▶ [DIRECTIONS FOR THIS TASK]
Go through the listing below and say how many lines include "Learned". Give the number by itself.

▶ [EXTRACTED DATA]
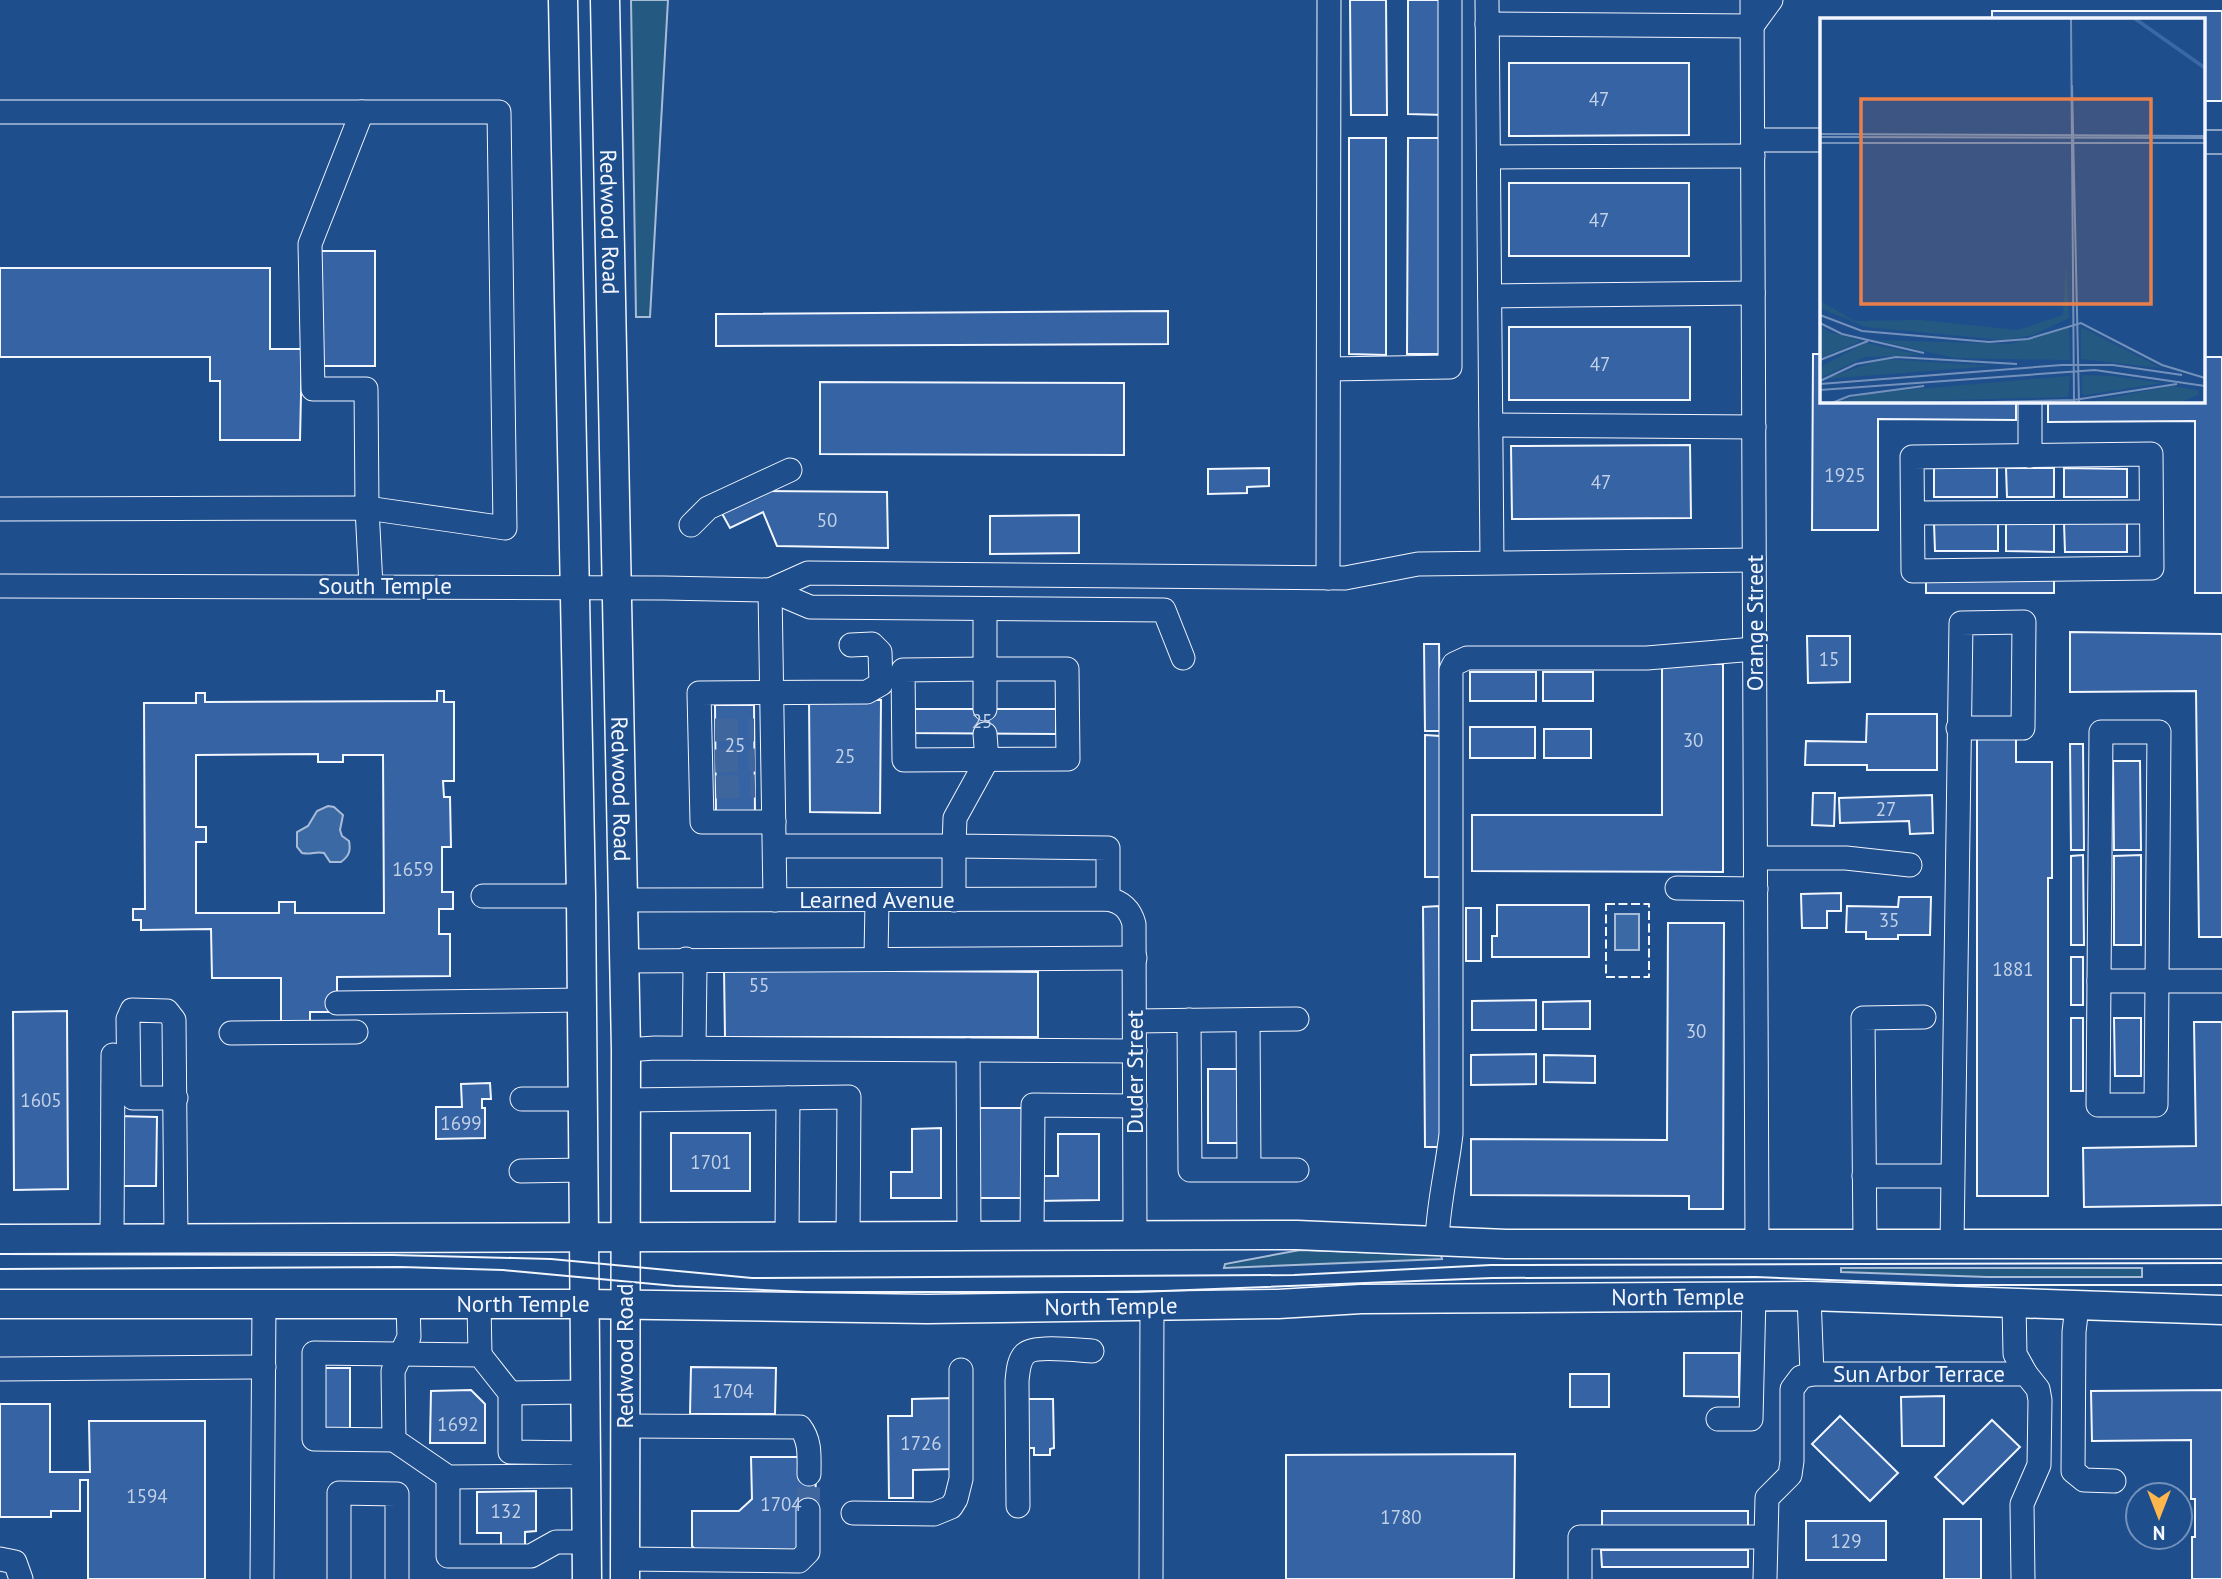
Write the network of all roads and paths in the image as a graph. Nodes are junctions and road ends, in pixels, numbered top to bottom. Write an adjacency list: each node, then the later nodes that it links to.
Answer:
1 (563, 0): 35 (main road, Redwood Road)
2 (605, 0): 36 (main road, Redwood Road)
3 (1329, 0): 19 (street)
4 (1450, 0): 19 (street)
5 (1487, 0): 8 (street)
6 (1752, 0): 9 (street, Orange Street)
7 (1770, 0): 9 (street)
8 (1488, 24): 9 (street); 16 (street)
9 (1752, 26): 15 (street, Orange Street)
10 (0, 112): 11 (street)
11 (362, 112): 25 (street); 25 (street)
12 (1820, 140): 15 (street)
13 (2204, 142): 14 (street)
14 (2222, 142)
15 (1753, 148): 16 (street); 17 (street, Orange Street)
16 (1489, 157): 18 (street)
17 (1753, 293): 18 (street); 22 (street, Orange Street)
18 (1490, 296): 21 (street)
19 (1329, 369): 32 (street)
20 (2030, 402): 23 (street)
21 (1491, 425): 22 (street); 31 (street)
22 (1754, 426): 30 (street, Orange Street)
23 (2031, 456): 27 (street); 28 (street)
24 (790, 470): 29 (street)
25 (367, 508): 26 (street); 34 (street)
26 (0, 509)
27 (2151, 512): 28 (street); 28 (street)
28 (1913, 513)
29 (691, 525)
30 (1755, 560): 31 (street); 40 (street, Orange Street)
31 (1492, 562): 32 (street)
32 (1328, 578): 37 (street)
33 (0, 586): 34 (street, South Temple)
34 (371, 586): 35 (street, South Temple)
35 (576, 587): 36 (street, South Temple); 56 (main road, Redwood Road)
36 (615, 587): 37 (street, South Temple); 58 (main road, Redwood Road)
37 (770, 590): 38 (street); 43 (street)
38 (985, 609): 41 (street); 42 (street)
39 (852, 645): 43 (street)
40 (1754, 649): 51 (street, Orange Street); 106 (street)
41 (1183, 658)
42 (985, 669): 44 (street); 47 (street); 47 (street)
43 (772, 693): 48 (street); 48 (street)
44 (985, 709)
45 (1958, 728): 45 (street); 95 (street)
46 (985, 734): 47 (street)
47 (987, 760): 50 (street)
48 (774, 822): 49 (street)
49 (775, 846): 50 (street); 59 (street)
50 (954, 846): 57 (street); 61 (street)
51 (1756, 858): 52 (street); 54 (street, Orange Street)
52 (1910, 865)
53 (1677, 888): 54 (street)
54 (1756, 889): 108 (street, Orange Street)
55 (482, 896): 56 (street)
56 (581, 896): 70 (main road, Redwood Road)
57 (1108, 899): 61 (street, Learned Avenue); 62 (street, Learned Avenue)
58 (623, 900): 59 (street, Learned Avenue); 66 (main road, Redwood Road)
59 (775, 900): 60 (street, Learned Avenue)
60 (877, 900): 61 (street, Learned Avenue); 63 (street)
61 (954, 900)
62 (1128, 910): 64 (street, Duder Street)
63 (876, 958): 64 (street); 65 (street)
64 (1135, 958): 77 (street, Duder Street)
65 (686, 959): 66 (street); 80 (street)
66 (624, 961): 81 (main road, Redwood Road)
67 (2099, 981): 68 (street); 68 (street); 68 (street)
68 (2157, 981): 69 (street)
69 (2222, 981)
70 (582, 1000): 71 (street); 87 (main road, Redwood Road)
71 (337, 1003)
72 (132, 1010): 84 (street); 84 (street); 101 (street)
73 (1924, 1017): 94 (street)
74 (1297, 1019): 76 (street)
75 (1189, 1020): 76 (street); 77 (street); 90 (street)
76 (1248, 1020): 90 (street)
77 (1135, 1021): 83 (street, Duder Street)
78 (231, 1032): 79 (street)
79 (356, 1032)
80 (694, 1048): 81 (street); 82 (street)
81 (626, 1049): 88 (main road, Redwood Road)
82 (968, 1050): 83 (street); 96 (street)
83 (1135, 1051): 89 (street, Duder Street)
84 (176, 1098): 102 (street)
85 (788, 1098): 88 (street); 99 (street); 100 (street)
86 (522, 1099): 87 (street)
87 (583, 1099): 91 (main road, Redwood Road)
88 (626, 1100): 104 (main road, Redwood Road)
89 (1135, 1106): 97 (street); 98 (street, Duder Street)
90 (1249, 1169): 92 (street)
91 (584, 1170): 93 (street); 103 (main road, Redwood Road)
92 (1297, 1170)
93 (521, 1171)
94 (1864, 1176): 95 (street); 109 (street)
95 (1952, 1176): 110 (street)
96 (970, 1236): 97 (main road); 100 (main road)
97 (1032, 1236): 98 (main road)
98 (1135, 1236): 106 (main road)
99 (788, 1237): 100 (main road); 104 (main road)
100 (848, 1237)
101 (111, 1238): 102 (main road); 105 (main road)
102 (176, 1238): 103 (main road)
103 (584, 1238): 104 (main road); 117 (main road, Redwood Road)
104 (627, 1238): 120 (main road, Redwood Road)
105 (0, 1239)
106 (1437, 1241): 108 (main road)
107 (2222, 1244): 110 (main road)
108 (1758, 1245): 109 (main road)
109 (1866, 1245): 110 (main road)
110 (1952, 1245)
111 (1754, 1296): 112 (main road, North Temple); 119 (main road, North Temple); 133 (street)
112 (1809, 1296): 118 (main road, North Temple); 129 (street, Sun Arbor Terrace)
113 (264, 1303): 114 (main road, North Temple); 115 (main road, North Temple); 126 (street)
114 (0, 1304)
115 (408, 1304): 116 (main road, North Temple); 124 (street)
116 (479, 1304): 117 (main road, North Temple); 125 (street)
117 (585, 1304): 120 (main road, North Temple); 131 (main road, Redwood Road)
118 (2014, 1304): 121 (main road, North Temple); 130 (street, Sun Arbor Terrace)
119 (1152, 1305): 120 (main road, North Temple); 152 (street)
120 (625, 1306): 134 (main road, Redwood Road)
121 (2077, 1306): 122 (main road, North Temple); 139 (street)
122 (2222, 1310)
123 (1092, 1351): 140 (street)
124 (401, 1353): 125 (street); 135 (street); 135 (street)
125 (480, 1354): 132 (street)
126 (264, 1367): 127 (street); 148 (street)
127 (0, 1369)
128 (961, 1370): 142 (street)
129 (1812, 1374): 130 (street, Sun Arbor Terrace); 143 (street, Sun Arbor Terrace)
130 (2026, 1374): 155 (street, Sun Arbor Terrace)
131 (584, 1392): 132 (street); 136 (main road, Redwood Road)
132 (510, 1393): 136 (street)
133 (1718, 1419)
134 (625, 1426): 137 (street); 146 (main road, Redwood Road)
135 (394, 1440): 138 (street)
136 (585, 1464): 138 (street); 144 (main road, Redwood Road)
137 (809, 1474)
138 (448, 1477): 144 (street)
139 (2114, 1481)
140 (1018, 1506)
141 (808, 1510): 146 (street)
142 (853, 1513)
143 (1765, 1537): 153 (street); 154 (street, Sun Arbor Terrace)
144 (586, 1542): 151 (main road, Redwood Road)
145 (0, 1559): 147 (street)
146 (625, 1569)
147 (21, 1579)
148 (262, 1579)
149 (339, 1579): 150 (street)
150 (397, 1579)
151 (587, 1579)
152 (1151, 1579)
153 (1580, 1579)
154 (1765, 1579)
155 (2023, 1579)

▶ [PROBLEM SOLUTION]
4